→ **GIVEN DATA**:
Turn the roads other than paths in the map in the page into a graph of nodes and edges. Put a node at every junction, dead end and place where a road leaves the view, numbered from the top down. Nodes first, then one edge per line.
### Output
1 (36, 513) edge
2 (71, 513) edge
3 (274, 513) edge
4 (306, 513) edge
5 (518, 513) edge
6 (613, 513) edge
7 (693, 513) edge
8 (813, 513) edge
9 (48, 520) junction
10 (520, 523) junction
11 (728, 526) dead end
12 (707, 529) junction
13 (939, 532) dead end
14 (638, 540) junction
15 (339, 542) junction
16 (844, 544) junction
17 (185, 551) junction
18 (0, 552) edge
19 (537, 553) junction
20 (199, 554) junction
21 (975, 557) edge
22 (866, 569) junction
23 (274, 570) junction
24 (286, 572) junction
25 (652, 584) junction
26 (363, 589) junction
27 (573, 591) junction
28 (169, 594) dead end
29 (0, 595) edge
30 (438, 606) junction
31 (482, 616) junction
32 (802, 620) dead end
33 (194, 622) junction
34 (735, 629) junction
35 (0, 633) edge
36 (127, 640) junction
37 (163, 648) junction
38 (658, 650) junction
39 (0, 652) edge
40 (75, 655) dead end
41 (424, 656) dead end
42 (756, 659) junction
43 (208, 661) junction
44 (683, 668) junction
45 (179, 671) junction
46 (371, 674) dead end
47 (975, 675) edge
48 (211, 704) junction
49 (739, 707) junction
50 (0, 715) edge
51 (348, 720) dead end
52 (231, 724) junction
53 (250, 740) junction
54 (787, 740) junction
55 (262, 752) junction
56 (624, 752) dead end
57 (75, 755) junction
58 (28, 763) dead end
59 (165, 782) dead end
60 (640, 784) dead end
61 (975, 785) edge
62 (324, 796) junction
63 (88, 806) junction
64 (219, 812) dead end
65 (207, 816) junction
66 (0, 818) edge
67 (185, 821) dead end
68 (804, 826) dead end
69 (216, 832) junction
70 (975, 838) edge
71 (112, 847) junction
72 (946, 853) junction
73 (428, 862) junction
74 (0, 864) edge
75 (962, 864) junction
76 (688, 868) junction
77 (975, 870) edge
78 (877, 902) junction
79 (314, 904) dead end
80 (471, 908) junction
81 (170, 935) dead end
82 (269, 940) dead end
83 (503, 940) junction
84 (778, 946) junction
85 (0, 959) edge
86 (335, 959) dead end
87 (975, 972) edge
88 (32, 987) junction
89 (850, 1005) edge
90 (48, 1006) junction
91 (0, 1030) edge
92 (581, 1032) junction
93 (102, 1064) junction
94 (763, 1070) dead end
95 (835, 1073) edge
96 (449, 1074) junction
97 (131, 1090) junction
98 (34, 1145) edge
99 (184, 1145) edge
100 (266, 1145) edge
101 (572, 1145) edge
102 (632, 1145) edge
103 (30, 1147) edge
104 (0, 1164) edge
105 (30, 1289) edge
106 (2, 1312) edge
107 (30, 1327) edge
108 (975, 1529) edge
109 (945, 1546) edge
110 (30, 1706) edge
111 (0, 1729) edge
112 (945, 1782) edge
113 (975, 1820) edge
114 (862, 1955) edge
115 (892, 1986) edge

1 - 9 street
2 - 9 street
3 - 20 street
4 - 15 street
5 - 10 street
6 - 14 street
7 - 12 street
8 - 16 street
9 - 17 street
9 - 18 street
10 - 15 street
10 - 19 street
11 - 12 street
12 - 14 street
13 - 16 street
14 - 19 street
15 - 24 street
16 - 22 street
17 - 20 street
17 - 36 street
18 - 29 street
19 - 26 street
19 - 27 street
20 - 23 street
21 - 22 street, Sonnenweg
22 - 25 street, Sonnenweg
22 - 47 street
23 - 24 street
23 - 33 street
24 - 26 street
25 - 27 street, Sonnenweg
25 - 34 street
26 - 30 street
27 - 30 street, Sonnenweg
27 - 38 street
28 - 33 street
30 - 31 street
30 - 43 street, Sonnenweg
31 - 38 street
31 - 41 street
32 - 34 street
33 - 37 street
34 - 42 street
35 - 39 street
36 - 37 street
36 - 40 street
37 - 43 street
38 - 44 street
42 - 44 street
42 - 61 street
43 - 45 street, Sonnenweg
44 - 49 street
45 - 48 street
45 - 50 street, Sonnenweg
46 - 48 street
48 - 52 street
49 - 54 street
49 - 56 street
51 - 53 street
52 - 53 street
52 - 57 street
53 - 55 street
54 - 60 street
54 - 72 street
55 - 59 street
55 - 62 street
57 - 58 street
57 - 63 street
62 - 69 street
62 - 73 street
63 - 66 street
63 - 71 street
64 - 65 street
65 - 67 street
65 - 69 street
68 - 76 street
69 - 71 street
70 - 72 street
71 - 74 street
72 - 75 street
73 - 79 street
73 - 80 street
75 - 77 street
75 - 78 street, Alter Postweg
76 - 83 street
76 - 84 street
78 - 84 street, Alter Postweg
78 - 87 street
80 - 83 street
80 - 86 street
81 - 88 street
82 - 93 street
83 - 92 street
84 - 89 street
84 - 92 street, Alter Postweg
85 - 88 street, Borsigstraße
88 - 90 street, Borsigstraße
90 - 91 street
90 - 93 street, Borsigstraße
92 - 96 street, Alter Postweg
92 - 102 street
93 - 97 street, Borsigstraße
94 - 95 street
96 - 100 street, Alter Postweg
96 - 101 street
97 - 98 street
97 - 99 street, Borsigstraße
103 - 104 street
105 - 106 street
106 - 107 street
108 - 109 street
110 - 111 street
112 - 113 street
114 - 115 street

→ **EXERCISE**: Nothing should be left out. Reproduce all the entries precisely.

→ **SOLUTION**:
Turn the roads other than paths in the map in the page into a graph of nodes and edges. Put a node at every junction, dead end and place where a road leaves the view, numbered from the top down. Nodes first, then one edge per line.
### Output
1 (36, 513) edge
2 (71, 513) edge
3 (274, 513) edge
4 (306, 513) edge
5 (518, 513) edge
6 (613, 513) edge
7 (693, 513) edge
8 (813, 513) edge
9 (48, 520) junction
10 (520, 523) junction
11 (728, 526) dead end
12 (707, 529) junction
13 (939, 532) dead end
14 (638, 540) junction
15 (339, 542) junction
16 (844, 544) junction
17 (185, 551) junction
18 (0, 552) edge
19 (537, 553) junction
20 (199, 554) junction
21 (975, 557) edge
22 (866, 569) junction
23 (274, 570) junction
24 (286, 572) junction
25 (652, 584) junction
26 (363, 589) junction
27 (573, 591) junction
28 (169, 594) dead end
29 (0, 595) edge
30 (438, 606) junction
31 (482, 616) junction
32 (802, 620) dead end
33 (194, 622) junction
34 (735, 629) junction
35 (0, 633) edge
36 (127, 640) junction
37 (163, 648) junction
38 (658, 650) junction
39 (0, 652) edge
40 (75, 655) dead end
41 (424, 656) dead end
42 (756, 659) junction
43 (208, 661) junction
44 (683, 668) junction
45 (179, 671) junction
46 (371, 674) dead end
47 (975, 675) edge
48 (211, 704) junction
49 (739, 707) junction
50 (0, 715) edge
51 (348, 720) dead end
52 (231, 724) junction
53 (250, 740) junction
54 (787, 740) junction
55 (262, 752) junction
56 (624, 752) dead end
57 (75, 755) junction
58 (28, 763) dead end
59 (165, 782) dead end
60 (640, 784) dead end
61 (975, 785) edge
62 (324, 796) junction
63 (88, 806) junction
64 (219, 812) dead end
65 (207, 816) junction
66 (0, 818) edge
67 (185, 821) dead end
68 (804, 826) dead end
69 (216, 832) junction
70 (975, 838) edge
71 (112, 847) junction
72 (946, 853) junction
73 (428, 862) junction
74 (0, 864) edge
75 (962, 864) junction
76 (688, 868) junction
77 (975, 870) edge
78 (877, 902) junction
79 (314, 904) dead end
80 (471, 908) junction
81 (170, 935) dead end
82 (269, 940) dead end
83 (503, 940) junction
84 (778, 946) junction
85 (0, 959) edge
86 (335, 959) dead end
87 (975, 972) edge
88 (32, 987) junction
89 (850, 1005) edge
90 (48, 1006) junction
91 (0, 1030) edge
92 (581, 1032) junction
93 (102, 1064) junction
94 (763, 1070) dead end
95 (835, 1073) edge
96 (449, 1074) junction
97 (131, 1090) junction
98 (34, 1145) edge
99 (184, 1145) edge
100 (266, 1145) edge
101 (572, 1145) edge
102 (632, 1145) edge
103 (30, 1147) edge
104 (0, 1164) edge
105 (30, 1289) edge
106 (2, 1312) edge
107 (30, 1327) edge
108 (975, 1529) edge
109 (945, 1546) edge
110 (30, 1706) edge
111 (0, 1729) edge
112 (945, 1782) edge
113 (975, 1820) edge
114 (862, 1955) edge
115 (892, 1986) edge

1 - 9 street
2 - 9 street
3 - 20 street
4 - 15 street
5 - 10 street
6 - 14 street
7 - 12 street
8 - 16 street
9 - 17 street
9 - 18 street
10 - 15 street
10 - 19 street
11 - 12 street
12 - 14 street
13 - 16 street
14 - 19 street
15 - 24 street
16 - 22 street
17 - 20 street
17 - 36 street
18 - 29 street
19 - 26 street
19 - 27 street
20 - 23 street
21 - 22 street, Sonnenweg
22 - 25 street, Sonnenweg
22 - 47 street
23 - 24 street
23 - 33 street
24 - 26 street
25 - 27 street, Sonnenweg
25 - 34 street
26 - 30 street
27 - 30 street, Sonnenweg
27 - 38 street
28 - 33 street
30 - 31 street
30 - 43 street, Sonnenweg
31 - 38 street
31 - 41 street
32 - 34 street
33 - 37 street
34 - 42 street
35 - 39 street
36 - 37 street
36 - 40 street
37 - 43 street
38 - 44 street
42 - 44 street
42 - 61 street
43 - 45 street, Sonnenweg
44 - 49 street
45 - 48 street
45 - 50 street, Sonnenweg
46 - 48 street
48 - 52 street
49 - 54 street
49 - 56 street
51 - 53 street
52 - 53 street
52 - 57 street
53 - 55 street
54 - 60 street
54 - 72 street
55 - 59 street
55 - 62 street
57 - 58 street
57 - 63 street
62 - 69 street
62 - 73 street
63 - 66 street
63 - 71 street
64 - 65 street
65 - 67 street
65 - 69 street
68 - 76 street
69 - 71 street
70 - 72 street
71 - 74 street
72 - 75 street
73 - 79 street
73 - 80 street
75 - 77 street
75 - 78 street, Alter Postweg
76 - 83 street
76 - 84 street
78 - 84 street, Alter Postweg
78 - 87 street
80 - 83 street
80 - 86 street
81 - 88 street
82 - 93 street
83 - 92 street
84 - 89 street
84 - 92 street, Alter Postweg
85 - 88 street, Borsigstraße
88 - 90 street, Borsigstraße
90 - 91 street
90 - 93 street, Borsigstraße
92 - 96 street, Alter Postweg
92 - 102 street
93 - 97 street, Borsigstraße
94 - 95 street
96 - 100 street, Alter Postweg
96 - 101 street
97 - 98 street
97 - 99 street, Borsigstraße
103 - 104 street
105 - 106 street
106 - 107 street
108 - 109 street
110 - 111 street
112 - 113 street
114 - 115 street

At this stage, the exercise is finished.